Effets a-rhétoriques de la langue sur le corps

Marco Mauas

 

Je me suis intéressé à ce que dit Alcibiade, dans Le Banquet de Platon, sur sa rencontre avec Socrate, spécialement des effets de la parole de Socrate sur son corps. Lacan a remarqué, dans son séminaire sur le transfert, la « scène féminine » faite par Alcibiade dès son entrée.

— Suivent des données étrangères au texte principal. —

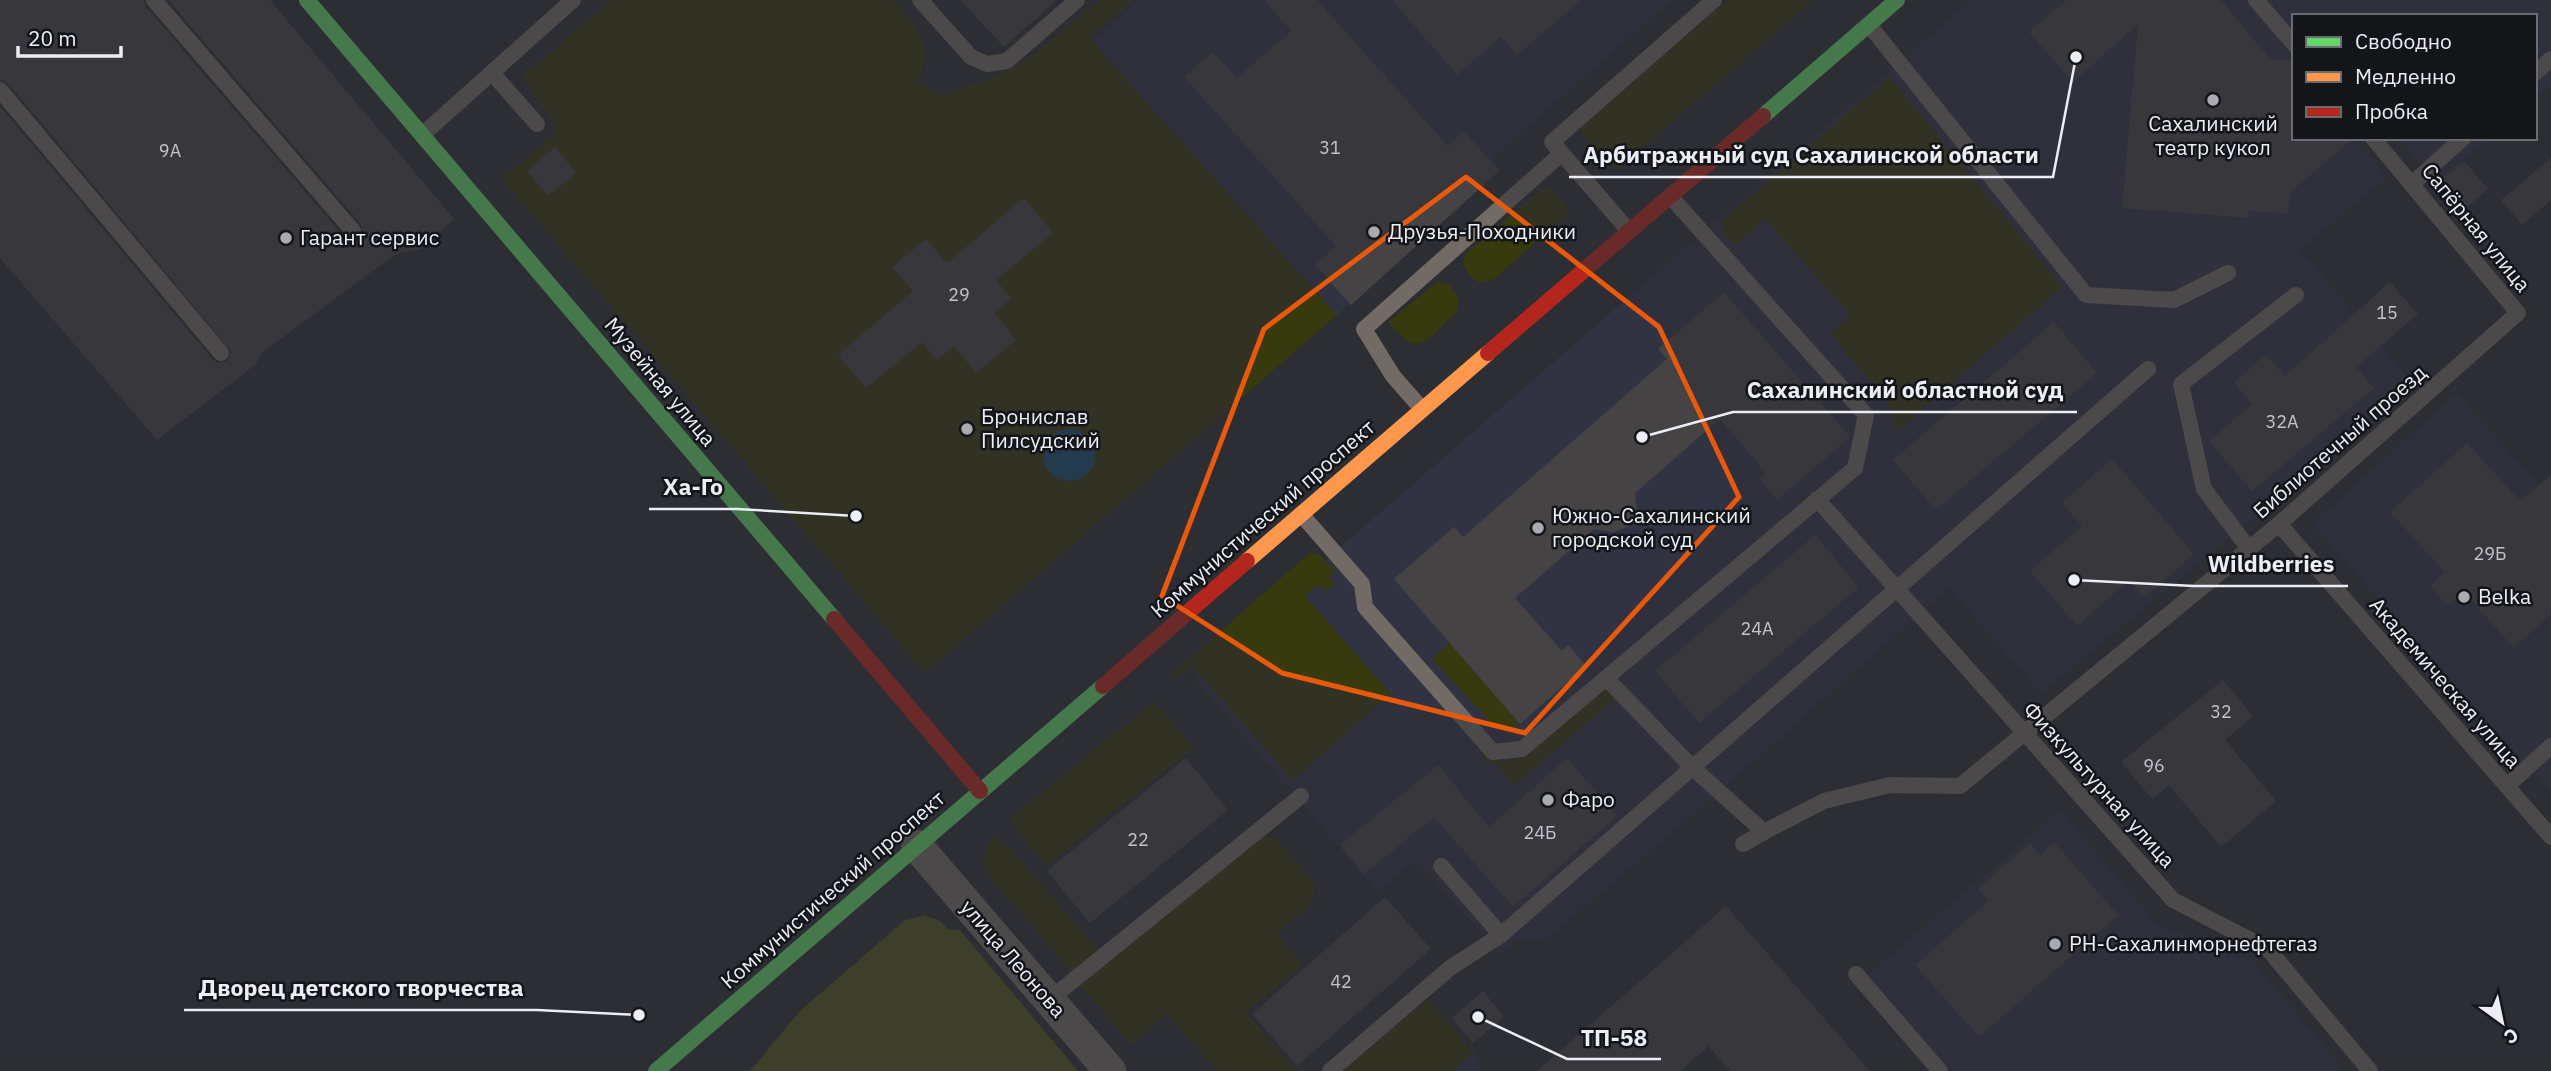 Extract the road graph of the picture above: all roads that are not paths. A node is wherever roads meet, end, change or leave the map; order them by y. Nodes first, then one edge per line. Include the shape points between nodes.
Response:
1 (155, 0) edge
2 (307, 0) edge
3 (573, 0) edge
4 (920, 0) edge
5 (1714, 0) edge
6 (1897, 0) edge
7 (2256, 0) edge
8 (1073, 1) edge
9 (1869, 24) junction
10 (2292, 42) edge
11 (2551, 59) edge
12 (2537, 71) edge
13 (492, 73) junction
14 (0, 90) edge
15 (537, 124) dead end
16 (422, 135) junction
17 (2375, 140) edge
18 (2461, 140) edge
19 (1561, 154) junction
20 (2412, 184) junction
21 (1670, 196) junction
22 (353, 231) dead end
23 (1629, 231) junction
24 (2228, 273) dead end
25 (2296, 295) dead end
26 (2518, 313) joint
27 (221, 353) dead end
28 (2148, 369) dead end
29 (1422, 410) junction
30 (1817, 499) junction
31 (1300, 514) junction
32 (2279, 524) junction
33 (2249, 549) junction
34 (1897, 589) junction
35 (1607, 679) junction
36 (2024, 733) junction
37 (2551, 746) edge
38 (1693, 768) junction
39 (2507, 786) junction
40 (980, 791) junction
41 (1301, 796) dead end
42 (1765, 832) junction
43 (2551, 837) edge
44 (1743, 844) dead end
45 (917, 846) junction
46 (1441, 866) dead end
47 (1501, 936) junction
48 (1856, 974) dead end
49 (1049, 1000) junction
50 (656, 1071) edge
51 (1110, 1071) edge
52 (1330, 1071) edge
53 (1940, 1071) edge
54 (2370, 1071) edge

1 - 22 lane
2 - 16 main road, Музейная улица
3 - 13 lane
4 - 8 lane via 971,57 986,64 1007,61
5 - 19 lane via 1552,142
6 - 9 main road, Коммунистический проспект
7 - 10 lane
9 - 21 main road, Коммунистический проспект
9 - 24 lane via 2086,295 2174,300
11 - 12 lane
13 - 15 lane
13 - 16 lane
14 - 27 lane
16 - 40 main road, Музейная улица
17 - 20 lane, Сапёрная улица
18 - 20 lane
19 - 23 lane
19 - 29 lane via 1364,329 1393,376
20 - 26 lane, Сапёрная улица
21 - 23 main road, Коммунистический проспект
21 - 30 lane via 1866,415 1855,468
23 - 29 main road, Коммунистический проспект
25 - 33 lane via 2181,384 2204,489
26 - 32 lane, Библиотечный проезд
28 - 34 lane
29 - 31 main road, Коммунистический проспект
30 - 34 lane, Физкультурная улица
30 - 35 lane
31 - 35 lane via 1362,584 1365,607 1493,752 1522,749
31 - 40 main road, Коммунистический проспект
32 - 33 lane, Библиотечный проезд
32 - 39 lane, Академическая улица
33 - 36 lane, Библиотечный проезд
34 - 36 lane, Физкультурная улица
34 - 38 lane
35 - 38 lane
36 - 42 lane, Библиотечный проезд via 1960,786 1890,785 1824,801
36 - 54 lane, Физкультурная улица via 2173,900 2268,949
37 - 39 lane
38 - 42 lane
38 - 47 lane
39 - 43 lane, Академическая улица
40 - 45 main road, Коммунистический проспект
41 - 49 lane
42 - 44 lane, Библиотечный проезд
45 - 49 street, улица Леонова
45 - 50 main road, Коммунистический проспект
46 - 47 lane
47 - 52 lane via 1450,968
48 - 53 lane
49 - 51 street, улица Леонова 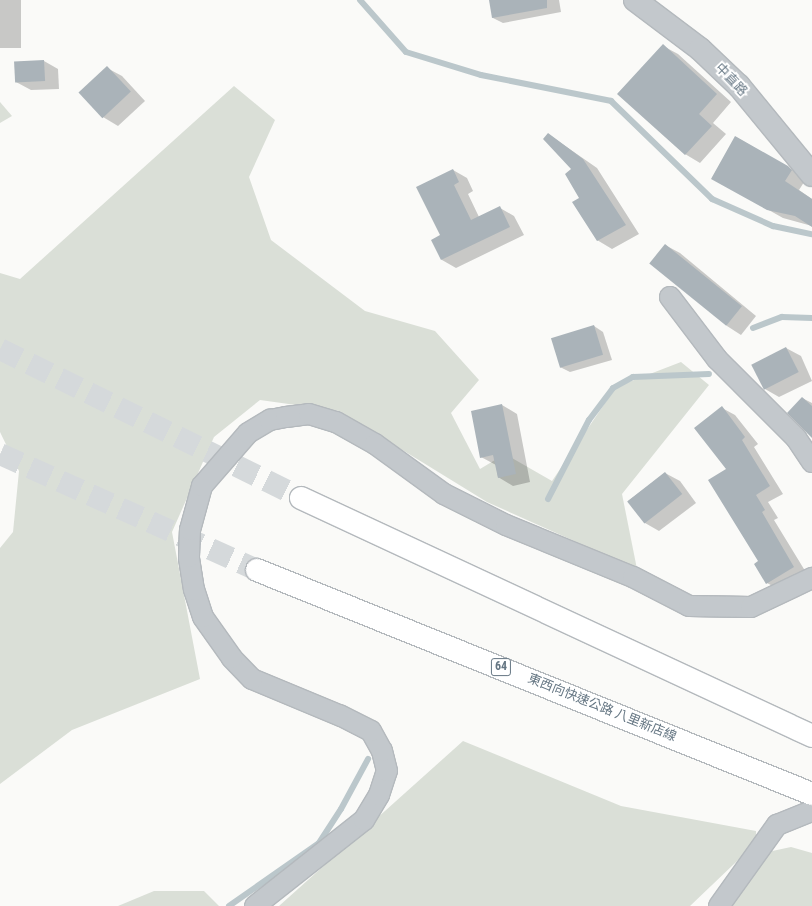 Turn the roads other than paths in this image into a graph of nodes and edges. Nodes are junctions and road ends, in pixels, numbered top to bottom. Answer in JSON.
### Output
{"nodes":[{"id":1,"x":635,"y":0,"type":"edge"},
{"id":2,"x":812,"y":175,"type":"edge"},
{"id":3,"x":670,"y":297,"type":"dead end"},
{"id":4,"x":812,"y":462,"type":"edge"},
{"id":5,"x":301,"y":498,"type":"tunnel mouth"},
{"id":6,"x":257,"y":570,"type":"tunnel mouth"},
{"id":7,"x":812,"y":578,"type":"edge"},
{"id":8,"x":812,"y":736,"type":"edge"},
{"id":9,"x":812,"y":794,"type":"edge"},
{"id":10,"x":812,"y":811,"type":"edge"},
{"id":11,"x":255,"y":906,"type":"edge"},
{"id":12,"x":719,"y":906,"type":"edge"}],
"edges":[{"from":1,"to":2,"type":"street","name":"中直路"},
{"from":3,"to":4,"type":"street"},
{"from":5,"to":8,"type":"highway"},
{"from":6,"to":9,"type":"highway","name":"東西向快速公路 八里新店線","number":"64"},
{"from":7,"to":11,"type":"street"},
{"from":10,"to":12,"type":"street"}]}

Voici ce qu’il note : « C’est à savoir que justement parce qu’il est Alcibiade, celui dont les désirs ne connaissent pas de limites, que ce champ préférentiel dans lequel il s’engage, qui est à proprement parler pour lui le champ de l’amour, est quelque chose où il démontre ce que j’appellerai un cas très remarquable d’absence de la crainte de castration, autrement dit de manque total de cette fameuse Ablehnung der Weiblichkeit ».[1]

 

Une absence de la crainte de castration, c’est une positivité. Cela nous ouvre un témoignage  hors de la logique phallique. Et dans le cas d’Alcibiade, hors rhétorique aussi, quand il énonce dans Le Banquet :

« En écoutant Périclès et d’autres bons orateurs, j’admettais sans doute qu’ils s’exprimaient bien, mais je n’éprouvais rien de pareil, mon âme n’était pas troublée, et elle ne s’indignait pas de l’esclavage auquel j’étais réduit. Mais lui, ce Marsyas, il m’a bien souvent mis dans un état tel qu’il me paraissait impossible de vivre comme je le fais. »[2]

Et lui de continuer : « En ce moment encore, et j’en ai conscience, si j’acceptais de lui prêter l’oreille, je ne pourrais pas rester insensible, et j’éprouverais les mêmes émotions. En effet, il m’oblige à admettre que, en dépit de tout ce qui me manque, je continue à n’avoir pas souci de moi-même… »

Il dit aussi qu’il tente de fuir, de se boucher les oreilles comme pour échapper aux Sirènes. Mais il reste. Pourquoi ? A cause de quoi ?

Le texte de Platon ne nous en dira rien.

 

C’est une poétesse, Anne Carson, traductrice de Sappho et des classiques, dite la plus connue poétesse vivante en langue anglaise, qui m’a fourni une petite réponse. Dans un long poème, récemment publié dans la London Review of Books[3], elle reprend les paroles d’Alcibiade, elle écrit :

« ….

He tells me (which is true) that

My values are wrong: I’m just a crowd- pleaser.

He says my whole life

Is papier-mâché.

 

Well, I don’t want to sit by this siren till I die of old age.

So what’s the reason I can’t turn the page?

Simple answer: shame.

He’s the only man in the world who can see through my game.

…..”


Références

[1] Lacan J., Le Séminaire, Livre VIII, Le transfert, 8 février 1961, p. 192.

[2] Platon, Le Banquet, 215c- 216-b, Trad. Luc Brisson. Flammarion.

[3] Anne Carson, “Oh what a night” ( Alkibiades), London Review of Books, Vol.42 n°22, 19 nov 2020.

https://www.lrb.co.uk/the-paper/v42/n22/anne-carson/oh-what-a-night-alkibiades

(Il me dit (ce qui est vrai) que / Mes valeurs sont fausses : je ne suis qu'un favori des foules.

Il dit que toute ma vie / Est en papier mâché.

Je ne veux pas rester assis auprès de cette sirène avant de mourir de vieillesse.

Alors pourquoi ne puis-je pas tourner la page ? / Une réponse simple : la honte.

C'est le seul homme au monde qui peut voir à travers mon jeu.)